Dataset records -
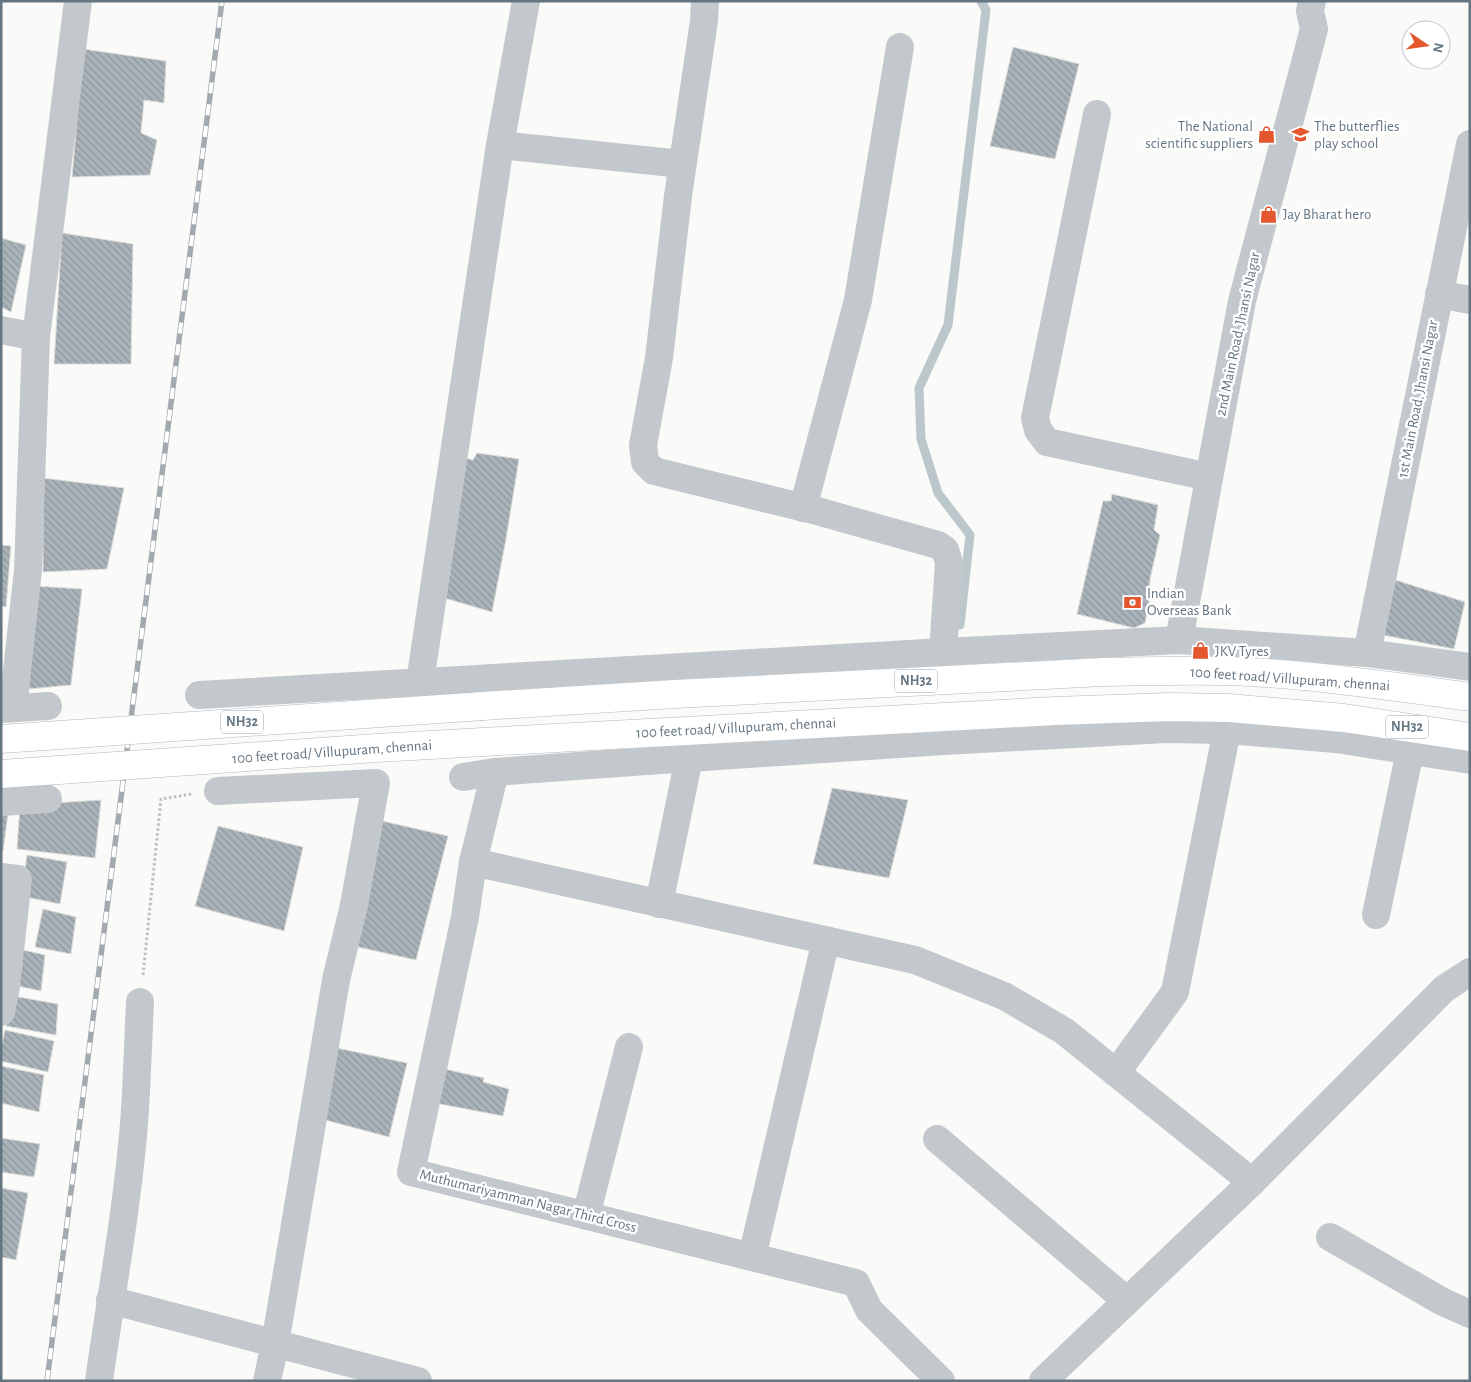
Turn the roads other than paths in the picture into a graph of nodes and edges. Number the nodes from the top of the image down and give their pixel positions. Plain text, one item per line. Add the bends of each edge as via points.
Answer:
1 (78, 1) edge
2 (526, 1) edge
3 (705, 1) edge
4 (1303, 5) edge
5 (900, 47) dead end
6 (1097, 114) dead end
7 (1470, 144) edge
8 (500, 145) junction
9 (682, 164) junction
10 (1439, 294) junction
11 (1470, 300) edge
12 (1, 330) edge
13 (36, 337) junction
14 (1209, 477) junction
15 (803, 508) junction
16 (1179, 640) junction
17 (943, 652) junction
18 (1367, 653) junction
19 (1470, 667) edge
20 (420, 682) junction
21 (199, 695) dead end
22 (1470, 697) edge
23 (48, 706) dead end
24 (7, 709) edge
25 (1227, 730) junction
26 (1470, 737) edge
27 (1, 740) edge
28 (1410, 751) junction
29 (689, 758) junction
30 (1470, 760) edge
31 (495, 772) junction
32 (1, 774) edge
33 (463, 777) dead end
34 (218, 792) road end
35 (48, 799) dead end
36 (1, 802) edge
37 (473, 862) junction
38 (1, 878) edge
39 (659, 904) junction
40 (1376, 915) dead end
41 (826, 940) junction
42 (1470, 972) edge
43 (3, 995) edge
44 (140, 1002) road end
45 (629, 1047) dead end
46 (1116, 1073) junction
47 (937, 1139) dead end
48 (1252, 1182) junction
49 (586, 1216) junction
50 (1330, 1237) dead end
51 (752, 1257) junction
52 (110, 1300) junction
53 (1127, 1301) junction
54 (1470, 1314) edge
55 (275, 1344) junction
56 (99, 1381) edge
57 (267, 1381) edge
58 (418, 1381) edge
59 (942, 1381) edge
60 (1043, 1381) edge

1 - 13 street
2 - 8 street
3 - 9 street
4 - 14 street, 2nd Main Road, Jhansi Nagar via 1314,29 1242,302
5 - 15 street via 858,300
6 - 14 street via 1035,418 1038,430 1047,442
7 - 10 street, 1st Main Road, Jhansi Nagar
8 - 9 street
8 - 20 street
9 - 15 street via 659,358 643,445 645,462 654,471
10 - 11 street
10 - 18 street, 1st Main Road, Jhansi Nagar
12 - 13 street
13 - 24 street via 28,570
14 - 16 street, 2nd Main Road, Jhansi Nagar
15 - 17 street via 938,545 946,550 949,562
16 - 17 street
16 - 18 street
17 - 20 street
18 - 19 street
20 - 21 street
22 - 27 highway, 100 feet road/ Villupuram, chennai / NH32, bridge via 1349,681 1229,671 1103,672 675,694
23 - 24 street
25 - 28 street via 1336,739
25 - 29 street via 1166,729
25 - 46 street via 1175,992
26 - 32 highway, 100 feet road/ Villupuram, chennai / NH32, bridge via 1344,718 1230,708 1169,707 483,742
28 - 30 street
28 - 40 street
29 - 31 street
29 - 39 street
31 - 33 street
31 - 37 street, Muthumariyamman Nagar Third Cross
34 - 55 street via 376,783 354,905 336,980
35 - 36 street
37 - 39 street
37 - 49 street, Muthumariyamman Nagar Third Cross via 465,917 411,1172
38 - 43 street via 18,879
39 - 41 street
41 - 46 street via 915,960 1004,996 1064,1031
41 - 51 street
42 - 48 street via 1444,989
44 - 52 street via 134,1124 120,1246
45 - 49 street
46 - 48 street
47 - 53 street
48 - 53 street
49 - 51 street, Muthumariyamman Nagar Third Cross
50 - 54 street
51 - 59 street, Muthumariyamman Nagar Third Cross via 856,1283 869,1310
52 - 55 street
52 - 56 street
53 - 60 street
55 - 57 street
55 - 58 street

Task statement -
The records above need retyping in full. Omit the pictures, and change nothing else.

The answer -
Turn the roads other than paths in the picture into a graph of nodes and edges. Number the nodes from the top of the image down and give their pixel positions. Plain text, one item per line. Add the bends of each edge as via points.
Answer:
1 (78, 1) edge
2 (526, 1) edge
3 (705, 1) edge
4 (1303, 5) edge
5 (900, 47) dead end
6 (1097, 114) dead end
7 (1470, 144) edge
8 (500, 145) junction
9 (682, 164) junction
10 (1439, 294) junction
11 (1470, 300) edge
12 (1, 330) edge
13 (36, 337) junction
14 (1209, 477) junction
15 (803, 508) junction
16 (1179, 640) junction
17 (943, 652) junction
18 (1367, 653) junction
19 (1470, 667) edge
20 (420, 682) junction
21 (199, 695) dead end
22 (1470, 697) edge
23 (48, 706) dead end
24 (7, 709) edge
25 (1227, 730) junction
26 (1470, 737) edge
27 (1, 740) edge
28 (1410, 751) junction
29 (689, 758) junction
30 (1470, 760) edge
31 (495, 772) junction
32 (1, 774) edge
33 (463, 777) dead end
34 (218, 792) road end
35 (48, 799) dead end
36 (1, 802) edge
37 (473, 862) junction
38 (1, 878) edge
39 (659, 904) junction
40 (1376, 915) dead end
41 (826, 940) junction
42 (1470, 972) edge
43 (3, 995) edge
44 (140, 1002) road end
45 (629, 1047) dead end
46 (1116, 1073) junction
47 (937, 1139) dead end
48 (1252, 1182) junction
49 (586, 1216) junction
50 (1330, 1237) dead end
51 (752, 1257) junction
52 (110, 1300) junction
53 (1127, 1301) junction
54 (1470, 1314) edge
55 (275, 1344) junction
56 (99, 1381) edge
57 (267, 1381) edge
58 (418, 1381) edge
59 (942, 1381) edge
60 (1043, 1381) edge

1 - 13 street
2 - 8 street
3 - 9 street
4 - 14 street, 2nd Main Road, Jhansi Nagar via 1314,29 1242,302
5 - 15 street via 858,300
6 - 14 street via 1035,418 1038,430 1047,442
7 - 10 street, 1st Main Road, Jhansi Nagar
8 - 9 street
8 - 20 street
9 - 15 street via 659,358 643,445 645,462 654,471
10 - 11 street
10 - 18 street, 1st Main Road, Jhansi Nagar
12 - 13 street
13 - 24 street via 28,570
14 - 16 street, 2nd Main Road, Jhansi Nagar
15 - 17 street via 938,545 946,550 949,562
16 - 17 street
16 - 18 street
17 - 20 street
18 - 19 street
20 - 21 street
22 - 27 highway, 100 feet road/ Villupuram, chennai / NH32, bridge via 1349,681 1229,671 1103,672 675,694
23 - 24 street
25 - 28 street via 1336,739
25 - 29 street via 1166,729
25 - 46 street via 1175,992
26 - 32 highway, 100 feet road/ Villupuram, chennai / NH32, bridge via 1344,718 1230,708 1169,707 483,742
28 - 30 street
28 - 40 street
29 - 31 street
29 - 39 street
31 - 33 street
31 - 37 street, Muthumariyamman Nagar Third Cross
34 - 55 street via 376,783 354,905 336,980
35 - 36 street
37 - 39 street
37 - 49 street, Muthumariyamman Nagar Third Cross via 465,917 411,1172
38 - 43 street via 18,879
39 - 41 street
41 - 46 street via 915,960 1004,996 1064,1031
41 - 51 street
42 - 48 street via 1444,989
44 - 52 street via 134,1124 120,1246
45 - 49 street
46 - 48 street
47 - 53 street
48 - 53 street
49 - 51 street, Muthumariyamman Nagar Third Cross
50 - 54 street
51 - 59 street, Muthumariyamman Nagar Third Cross via 856,1283 869,1310
52 - 55 street
52 - 56 street
53 - 60 street
55 - 57 street
55 - 58 street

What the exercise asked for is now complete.